Exercise requirements
Whenever a line in the records below contains "dead", pick it out.

Entries taken from a collection:
________

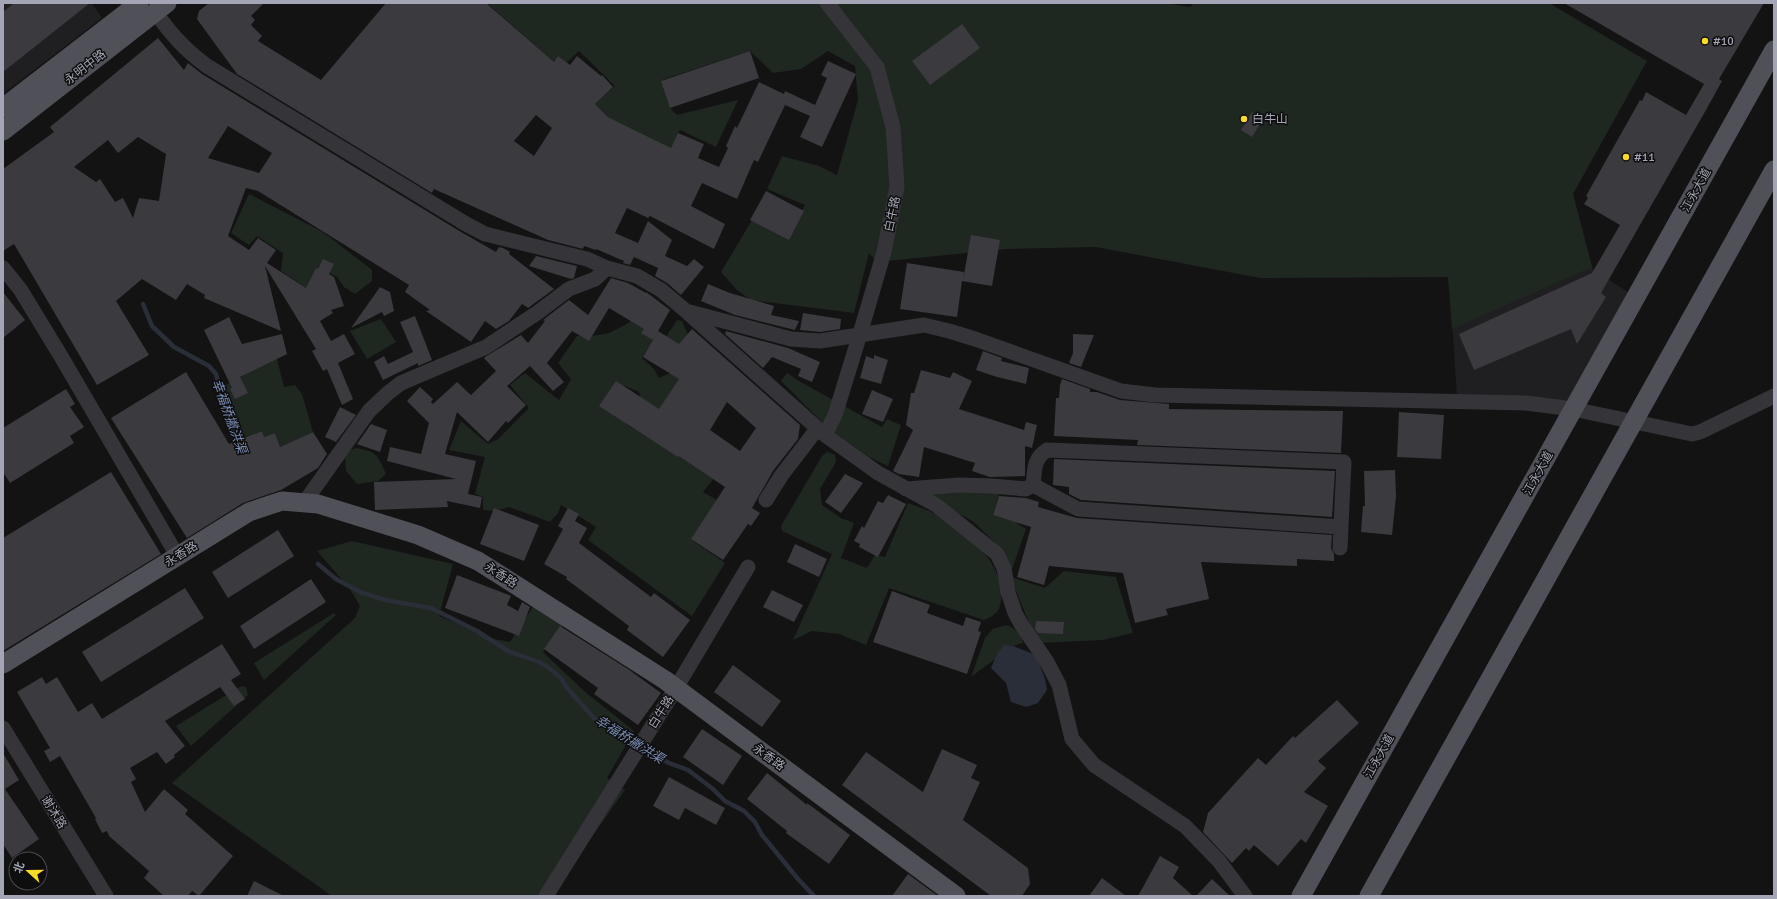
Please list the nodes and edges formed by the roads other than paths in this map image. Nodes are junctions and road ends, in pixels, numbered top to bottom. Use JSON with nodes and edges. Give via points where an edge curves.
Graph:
{"nodes":[{"id":1,"x":827,"y":3,"type":"edge"},
{"id":2,"x":154,"y":6,"type":"edge"},
{"id":3,"x":1774,"y":50,"type":"edge"},
{"id":4,"x":3,"y":108,"type":"edge"},
{"id":5,"x":3,"y":131,"type":"edge"},
{"id":6,"x":1774,"y":170,"type":"edge"},
{"id":7,"x":3,"y":268,"type":"edge"},
{"id":8,"x":607,"y":268,"type":"junction"},
{"id":9,"x":686,"y":310,"type":"junction"},
{"id":10,"x":860,"y":334,"type":"junction"},
{"id":11,"x":1774,"y":396,"type":"edge"},
{"id":12,"x":1573,"y":409,"type":"junction"},
{"id":13,"x":1633,"y":422,"type":"junction"},
{"id":14,"x":821,"y":432,"type":"junction"},
{"id":15,"x":1033,"y":485,"type":"junction"},
{"id":16,"x":906,"y":489,"type":"junction"},
{"id":17,"x":766,"y":500,"type":"dead end"},
{"id":18,"x":304,"y":503,"type":"junction"},
{"id":19,"x":1341,"y":527,"type":"junction"},
{"id":20,"x":1340,"y":548,"type":"dead end"},
{"id":21,"x":178,"y":557,"type":"junction"},
{"id":22,"x":748,"y":567,"type":"dead end"},
{"id":23,"x":3,"y":664,"type":"edge"},
{"id":24,"x":676,"y":688,"type":"junction"},
{"id":25,"x":3,"y":728,"type":"edge"},
{"id":26,"x":106,"y":896,"type":"edge"},
{"id":27,"x":546,"y":896,"type":"edge"},
{"id":28,"x":956,"y":896,"type":"edge"},
{"id":29,"x":1245,"y":896,"type":"edge"},
{"id":30,"x":1301,"y":896,"type":"edge"},
{"id":31,"x":1369,"y":896,"type":"edge"}],
"edges":[{"from":1,"to":10,"type":"street","name":"白牛路","via":[[877,67],[893,127],[897,187],[884,252]]},
{"from":2,"to":4,"type":"main road","name":"永明中路"},
{"from":2,"to":5,"type":"main road","name":"永明中路"},
{"from":2,"to":8,"type":"street","via":[[173,36],[207,66],[466,224],[485,234],[574,255]]},
{"from":3,"to":12,"type":"main road","name":"江永大道"},
{"from":6,"to":13,"type":"main road"},
{"from":7,"to":21,"type":"street","via":[[20,289],[62,358]]},
{"from":8,"to":9,"type":"street","via":[[637,276],[661,290]]},
{"from":8,"to":18,"type":"street","via":[[595,279],[569,289],[486,347],[401,383],[388,393],[369,411]]},
{"from":9,"to":10,"type":"street","via":[[791,339],[820,340]]},
{"from":9,"to":14,"type":"street"},
{"from":10,"to":12,"type":"street","via":[[924,326],[937,328],[1121,391],[1148,394],[1526,403]]},
{"from":10,"to":14,"type":"street","name":"白牛路","via":[[835,415]]},
{"from":11,"to":13,"type":"street","via":[[1692,434]]},
{"from":12,"to":13,"type":"street"},
{"from":12,"to":30,"type":"main road","name":"江永大道"},
{"from":13,"to":31,"type":"main road"},
{"from":14,"to":16,"type":"street","via":[[878,473]]},
{"from":14,"to":17,"type":"street","name":"白牛路","via":[[786,469]]},
{"from":15,"to":16,"type":"street","via":[[1026,489],[959,485]]},
{"from":15,"to":19,"type":"street","via":[[1078,509]]},
{"from":15,"to":19,"type":"street","via":[[1036,460],[1047,450],[1344,462]]},
{"from":16,"to":29,"type":"street","via":[[936,505],[997,554],[1004,568],[1015,613],[1048,662],[1059,685],[1072,739],[1094,765],[1185,826],[1218,861]]},
{"from":18,"to":21,"type":"main road","name":"永香路","via":[[282,501],[249,512]]},
{"from":18,"to":24,"type":"main road","name":"永香路","via":[[318,504],[418,535],[478,561]]},
{"from":19,"to":20,"type":"street"},
{"from":21,"to":23,"type":"main road","name":"永香路"},
{"from":22,"to":24,"type":"street","name":"白牛路"},
{"from":24,"to":27,"type":"street","name":"白牛路"},
{"from":24,"to":28,"type":"main road","name":"永香路"},
{"from":25,"to":26,"type":"street","name":"谢沐路"}]}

________

Task response
{"id":17,"x":766,"y":500,"type":"dead end"},
{"id":20,"x":1340,"y":548,"type":"dead end"},
{"id":22,"x":748,"y":567,"type":"dead end"},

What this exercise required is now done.